== Dataset records

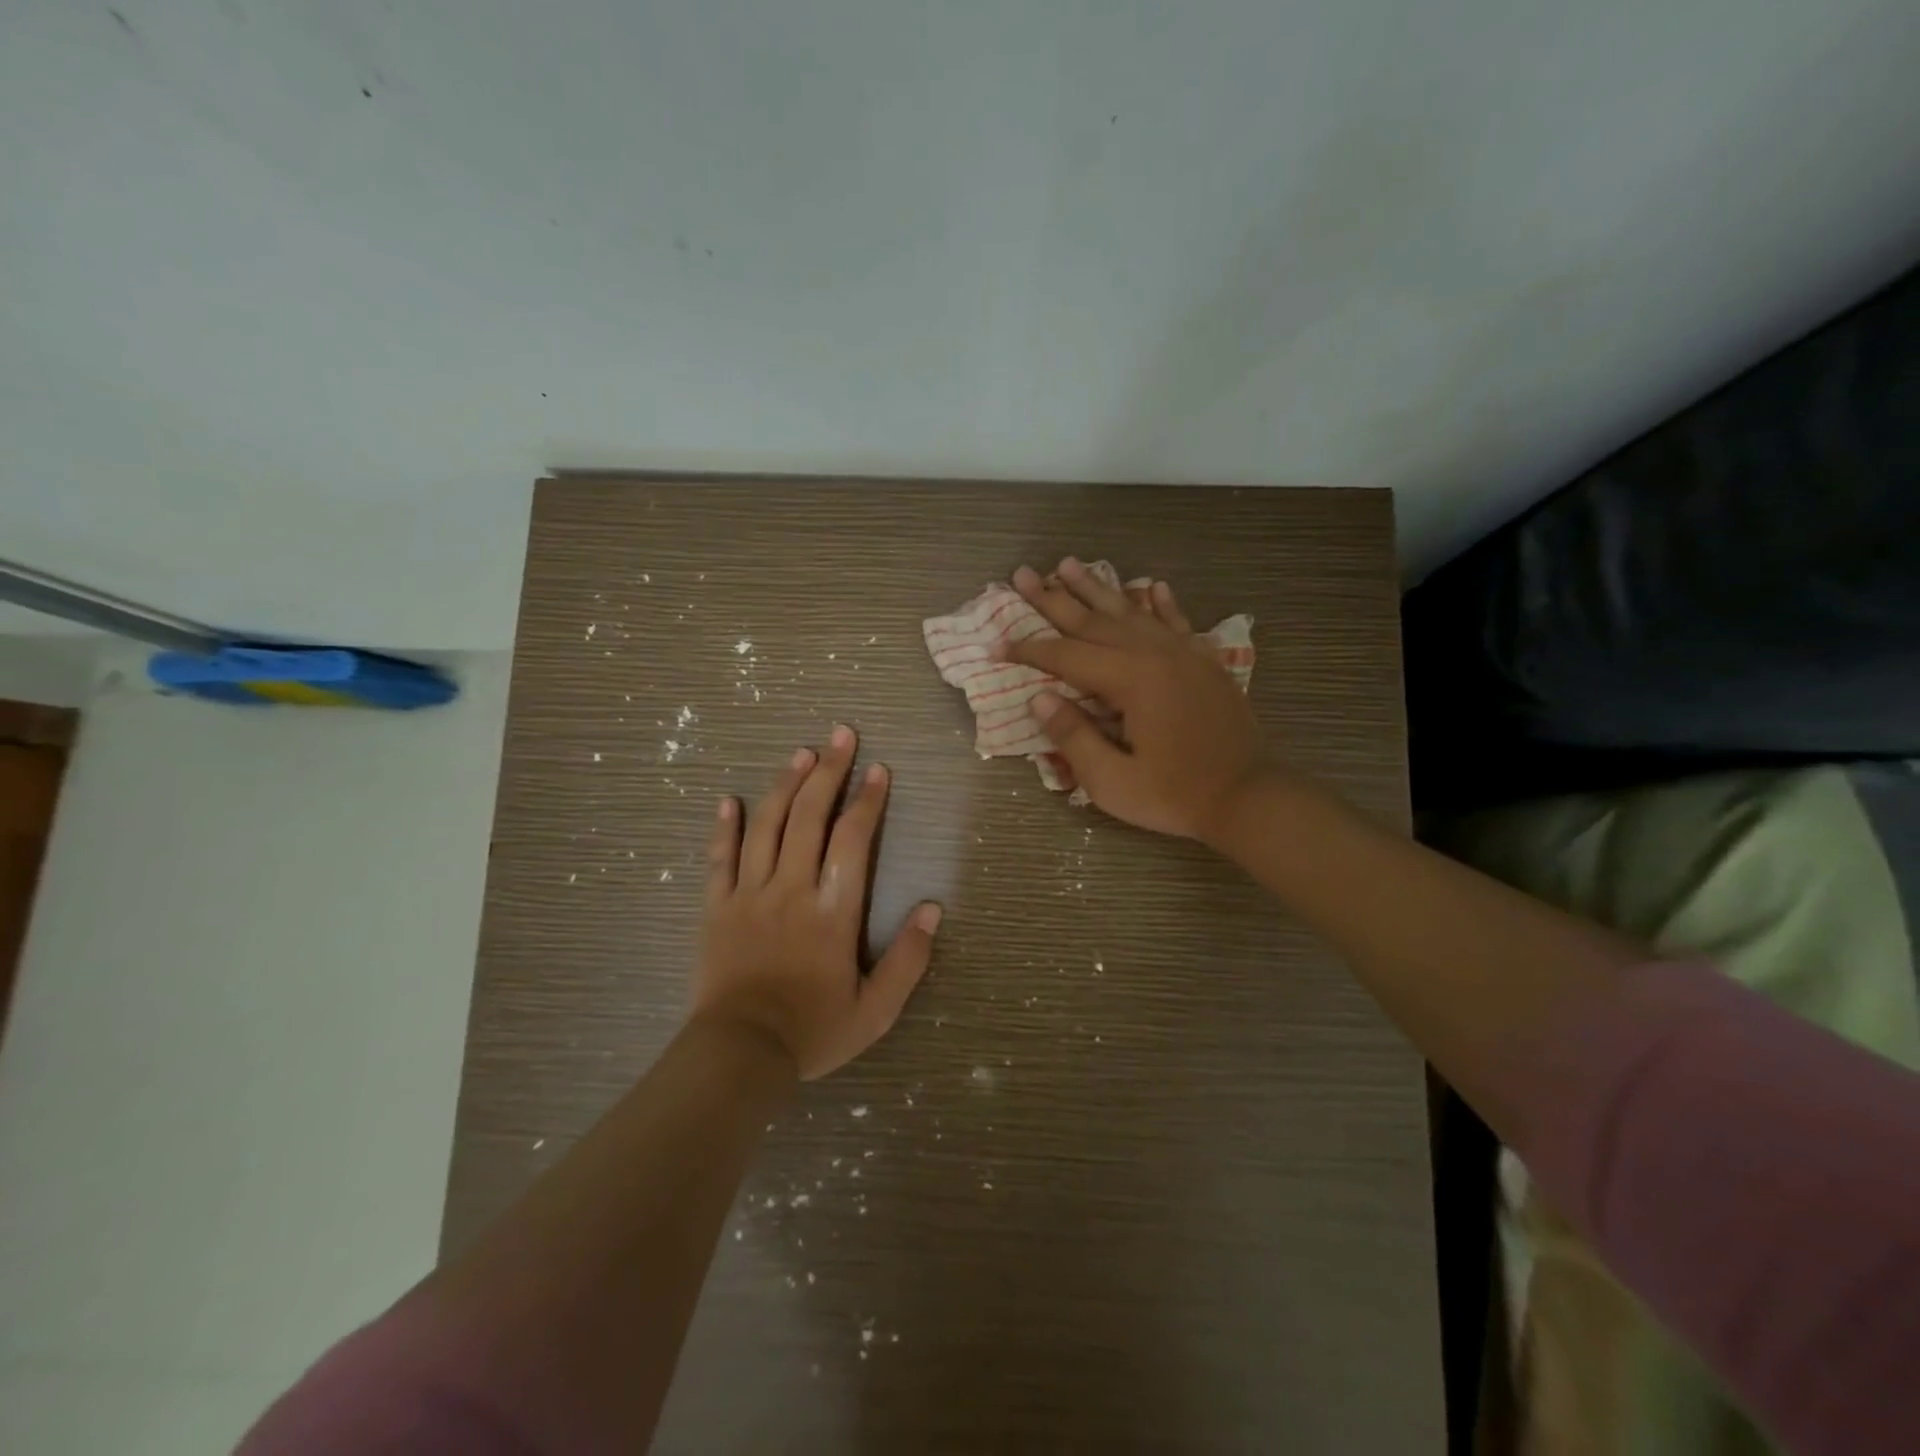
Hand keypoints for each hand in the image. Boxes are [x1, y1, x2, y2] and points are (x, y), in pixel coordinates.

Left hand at [692, 725, 942, 1079]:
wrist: (739, 1054)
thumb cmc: (813, 1030)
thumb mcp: (875, 1009)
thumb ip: (909, 958)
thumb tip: (933, 908)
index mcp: (832, 910)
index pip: (853, 839)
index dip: (868, 800)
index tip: (879, 769)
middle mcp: (791, 888)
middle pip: (810, 816)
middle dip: (829, 771)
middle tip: (841, 735)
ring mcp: (749, 894)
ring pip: (767, 826)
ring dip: (786, 784)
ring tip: (801, 752)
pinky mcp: (717, 907)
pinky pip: (720, 858)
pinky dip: (726, 826)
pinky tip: (730, 799)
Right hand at [997, 557, 1271, 841]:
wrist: (1249, 796)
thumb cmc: (1175, 795)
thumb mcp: (1113, 781)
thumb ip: (1074, 737)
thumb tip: (1039, 699)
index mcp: (1130, 680)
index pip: (1066, 657)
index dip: (1028, 651)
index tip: (997, 644)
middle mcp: (1154, 654)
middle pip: (1093, 621)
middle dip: (1053, 599)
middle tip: (1021, 574)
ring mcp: (1183, 653)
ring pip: (1130, 611)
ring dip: (1096, 588)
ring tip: (1068, 564)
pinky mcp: (1204, 662)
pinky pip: (1175, 621)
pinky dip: (1159, 603)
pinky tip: (1150, 586)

====

[Your assignment] Quote the data above in full and without alteration; skip the pictures.

[Task solution]
Hand keypoints for each hand in the image. Boxes are [x1, y1, x2, y2] and points are (x, y), in pixel coordinates.

Left hand at [692, 725, 942, 1079]:
wrist: (739, 1054)
thumb cmc: (813, 1030)
thumb mcp: (875, 1009)
thumb ip: (909, 958)
thumb tip: (933, 908)
index mcp: (832, 910)
index pip: (853, 839)
index dip: (868, 800)
index tip: (879, 769)
middle mcp: (791, 888)
middle pip: (810, 816)
middle dip: (829, 771)
middle tip: (841, 735)
ring mcp: (749, 894)
ring pip: (767, 826)
ring dip: (786, 784)
ring tip: (801, 752)
pinky mcp: (717, 907)
pinky pip: (720, 858)
pinky dip: (726, 826)
pinky tip: (730, 799)
Right hand at [997, 557, 1271, 841]:
wrist: (1249, 796)
thumb cmc: (1175, 795)
thumb mcp: (1113, 781)
thumb ip: (1074, 737)
thumb tip: (1039, 699)
index mcp: (1130, 680)
index pip: (1066, 657)
index dip: (1028, 651)
index tip: (997, 644)
middle mcp: (1154, 654)
middle pip: (1093, 621)
middle dip: (1053, 599)
middle tip: (1021, 574)
ring mcp: (1183, 653)
ring pip: (1130, 611)
ring dip: (1096, 588)
ring tip: (1068, 564)
pinky mcp: (1204, 662)
pinky pip: (1175, 621)
pinky dip: (1159, 603)
pinky tip: (1150, 586)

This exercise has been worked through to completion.